■ Exercise description
Using the material that follows, identify and copy each line with the string "stream".

■ Task inputs
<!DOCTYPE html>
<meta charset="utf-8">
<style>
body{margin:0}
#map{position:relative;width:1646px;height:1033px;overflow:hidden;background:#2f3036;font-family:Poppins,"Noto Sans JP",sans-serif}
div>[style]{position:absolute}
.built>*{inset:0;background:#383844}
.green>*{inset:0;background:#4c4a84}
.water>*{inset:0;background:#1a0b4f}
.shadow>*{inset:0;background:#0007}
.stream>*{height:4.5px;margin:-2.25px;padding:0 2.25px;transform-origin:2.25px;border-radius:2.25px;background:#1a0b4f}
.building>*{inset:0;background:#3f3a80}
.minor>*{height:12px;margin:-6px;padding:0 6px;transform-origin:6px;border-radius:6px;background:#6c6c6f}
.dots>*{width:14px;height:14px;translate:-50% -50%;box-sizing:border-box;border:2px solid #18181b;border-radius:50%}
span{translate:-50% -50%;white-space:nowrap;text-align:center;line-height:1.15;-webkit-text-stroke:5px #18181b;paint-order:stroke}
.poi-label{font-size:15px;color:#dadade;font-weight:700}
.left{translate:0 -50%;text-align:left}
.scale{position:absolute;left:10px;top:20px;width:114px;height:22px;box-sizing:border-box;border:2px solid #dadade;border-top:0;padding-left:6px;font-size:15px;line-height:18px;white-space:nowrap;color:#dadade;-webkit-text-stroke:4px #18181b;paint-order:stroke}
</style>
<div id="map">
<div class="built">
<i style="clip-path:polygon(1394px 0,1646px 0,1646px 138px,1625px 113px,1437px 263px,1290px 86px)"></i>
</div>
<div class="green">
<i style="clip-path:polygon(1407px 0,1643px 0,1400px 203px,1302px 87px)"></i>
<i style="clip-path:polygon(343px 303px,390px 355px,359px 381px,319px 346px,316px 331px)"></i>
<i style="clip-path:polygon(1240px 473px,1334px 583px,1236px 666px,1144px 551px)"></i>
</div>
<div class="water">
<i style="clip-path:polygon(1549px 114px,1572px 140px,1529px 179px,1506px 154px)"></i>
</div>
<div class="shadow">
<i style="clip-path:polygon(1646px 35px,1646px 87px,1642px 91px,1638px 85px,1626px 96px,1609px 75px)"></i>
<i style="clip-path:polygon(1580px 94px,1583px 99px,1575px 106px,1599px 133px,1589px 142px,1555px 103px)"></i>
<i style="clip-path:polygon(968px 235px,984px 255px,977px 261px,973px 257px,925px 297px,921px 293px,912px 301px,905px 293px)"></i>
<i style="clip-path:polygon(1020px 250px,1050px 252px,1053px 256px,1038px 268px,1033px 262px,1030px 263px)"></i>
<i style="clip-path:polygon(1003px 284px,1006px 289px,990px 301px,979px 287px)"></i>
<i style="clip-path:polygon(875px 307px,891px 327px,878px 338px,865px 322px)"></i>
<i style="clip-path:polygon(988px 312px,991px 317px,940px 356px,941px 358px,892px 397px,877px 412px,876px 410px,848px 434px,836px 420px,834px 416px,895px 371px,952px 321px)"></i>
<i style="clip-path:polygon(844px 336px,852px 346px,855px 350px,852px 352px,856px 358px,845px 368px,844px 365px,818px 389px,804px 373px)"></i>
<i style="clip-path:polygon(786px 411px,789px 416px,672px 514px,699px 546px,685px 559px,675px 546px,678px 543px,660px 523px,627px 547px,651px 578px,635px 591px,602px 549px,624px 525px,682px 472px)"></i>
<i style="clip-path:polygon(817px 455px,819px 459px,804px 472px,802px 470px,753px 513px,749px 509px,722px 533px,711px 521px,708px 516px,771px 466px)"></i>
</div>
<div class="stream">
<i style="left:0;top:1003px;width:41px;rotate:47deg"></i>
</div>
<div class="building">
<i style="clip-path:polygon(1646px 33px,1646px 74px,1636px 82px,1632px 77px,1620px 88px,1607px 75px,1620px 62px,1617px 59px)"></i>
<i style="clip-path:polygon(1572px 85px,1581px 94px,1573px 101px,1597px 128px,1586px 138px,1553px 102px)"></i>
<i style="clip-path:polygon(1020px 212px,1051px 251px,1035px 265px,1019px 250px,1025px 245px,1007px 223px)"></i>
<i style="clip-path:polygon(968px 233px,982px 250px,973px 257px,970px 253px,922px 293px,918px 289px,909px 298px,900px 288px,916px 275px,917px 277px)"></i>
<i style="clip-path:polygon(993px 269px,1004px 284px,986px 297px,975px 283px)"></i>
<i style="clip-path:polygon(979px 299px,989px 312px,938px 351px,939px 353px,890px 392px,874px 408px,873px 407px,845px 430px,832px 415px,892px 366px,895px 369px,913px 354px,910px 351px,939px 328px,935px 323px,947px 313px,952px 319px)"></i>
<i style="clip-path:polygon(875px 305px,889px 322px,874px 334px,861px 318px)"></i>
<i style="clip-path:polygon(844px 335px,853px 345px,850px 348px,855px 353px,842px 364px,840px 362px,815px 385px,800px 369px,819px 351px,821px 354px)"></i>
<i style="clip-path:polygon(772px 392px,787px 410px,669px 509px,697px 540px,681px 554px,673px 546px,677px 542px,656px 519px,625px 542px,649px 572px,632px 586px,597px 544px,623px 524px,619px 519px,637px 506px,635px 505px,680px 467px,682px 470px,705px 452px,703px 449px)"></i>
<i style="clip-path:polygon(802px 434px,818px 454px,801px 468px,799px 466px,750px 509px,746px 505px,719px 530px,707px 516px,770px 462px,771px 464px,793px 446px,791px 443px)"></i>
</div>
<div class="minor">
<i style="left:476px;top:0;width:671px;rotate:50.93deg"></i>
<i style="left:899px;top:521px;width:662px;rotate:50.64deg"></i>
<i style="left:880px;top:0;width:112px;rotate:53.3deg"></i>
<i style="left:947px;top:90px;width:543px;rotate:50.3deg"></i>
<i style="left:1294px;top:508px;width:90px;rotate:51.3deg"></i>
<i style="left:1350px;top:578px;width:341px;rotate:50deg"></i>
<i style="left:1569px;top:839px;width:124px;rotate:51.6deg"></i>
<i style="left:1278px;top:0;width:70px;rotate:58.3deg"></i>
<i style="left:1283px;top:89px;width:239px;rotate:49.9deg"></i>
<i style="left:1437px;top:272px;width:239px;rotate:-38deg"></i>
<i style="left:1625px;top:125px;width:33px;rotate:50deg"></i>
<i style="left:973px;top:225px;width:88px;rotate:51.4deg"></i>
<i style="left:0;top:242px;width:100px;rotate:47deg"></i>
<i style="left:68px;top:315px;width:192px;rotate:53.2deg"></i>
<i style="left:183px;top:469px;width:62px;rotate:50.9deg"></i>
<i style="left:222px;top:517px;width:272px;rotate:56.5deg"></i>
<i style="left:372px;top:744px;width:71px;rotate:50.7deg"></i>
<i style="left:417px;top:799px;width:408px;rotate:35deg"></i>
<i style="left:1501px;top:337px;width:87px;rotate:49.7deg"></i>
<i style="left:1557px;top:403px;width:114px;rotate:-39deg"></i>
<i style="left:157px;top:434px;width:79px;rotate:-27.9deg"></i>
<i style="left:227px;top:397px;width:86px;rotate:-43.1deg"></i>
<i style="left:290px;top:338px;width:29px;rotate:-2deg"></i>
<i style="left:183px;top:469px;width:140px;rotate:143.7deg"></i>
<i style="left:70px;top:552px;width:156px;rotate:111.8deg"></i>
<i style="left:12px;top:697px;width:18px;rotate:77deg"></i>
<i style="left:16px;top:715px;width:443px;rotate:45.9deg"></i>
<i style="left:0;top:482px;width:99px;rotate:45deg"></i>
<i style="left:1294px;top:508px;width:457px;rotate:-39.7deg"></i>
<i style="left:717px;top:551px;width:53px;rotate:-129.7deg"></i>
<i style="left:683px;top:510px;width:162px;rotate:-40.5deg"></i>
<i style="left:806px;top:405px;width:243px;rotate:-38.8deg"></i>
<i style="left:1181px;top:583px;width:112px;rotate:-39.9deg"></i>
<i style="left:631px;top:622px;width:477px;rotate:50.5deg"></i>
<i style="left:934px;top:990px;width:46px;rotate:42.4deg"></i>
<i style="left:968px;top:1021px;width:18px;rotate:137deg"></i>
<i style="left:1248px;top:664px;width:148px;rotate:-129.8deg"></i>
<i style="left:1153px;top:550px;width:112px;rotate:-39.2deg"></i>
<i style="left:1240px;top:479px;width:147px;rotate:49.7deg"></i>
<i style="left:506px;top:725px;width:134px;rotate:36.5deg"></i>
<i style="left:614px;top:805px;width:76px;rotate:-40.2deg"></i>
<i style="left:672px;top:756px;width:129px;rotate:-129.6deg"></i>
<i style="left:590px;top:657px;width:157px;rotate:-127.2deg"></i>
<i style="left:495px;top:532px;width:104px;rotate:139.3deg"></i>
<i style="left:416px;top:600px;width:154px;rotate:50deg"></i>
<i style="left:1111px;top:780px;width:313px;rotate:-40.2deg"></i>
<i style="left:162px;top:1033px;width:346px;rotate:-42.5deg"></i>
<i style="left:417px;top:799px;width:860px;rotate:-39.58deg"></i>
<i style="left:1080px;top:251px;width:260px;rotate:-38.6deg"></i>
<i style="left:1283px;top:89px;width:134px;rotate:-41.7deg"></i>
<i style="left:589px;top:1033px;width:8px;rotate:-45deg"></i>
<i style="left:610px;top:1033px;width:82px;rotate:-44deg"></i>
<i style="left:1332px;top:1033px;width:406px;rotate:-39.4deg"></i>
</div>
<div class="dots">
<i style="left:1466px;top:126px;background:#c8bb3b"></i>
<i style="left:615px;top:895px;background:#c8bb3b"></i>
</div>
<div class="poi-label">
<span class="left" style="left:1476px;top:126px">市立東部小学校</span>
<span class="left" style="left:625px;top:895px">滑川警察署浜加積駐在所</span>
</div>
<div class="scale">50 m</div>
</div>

■ Answer to this exercise
.stream>*{height:4.5px;margin:-2.25px;padding:0 2.25px;transform-origin:2.25px;border-radius:2.25px;background:#1a0b4f}
<div class="stream">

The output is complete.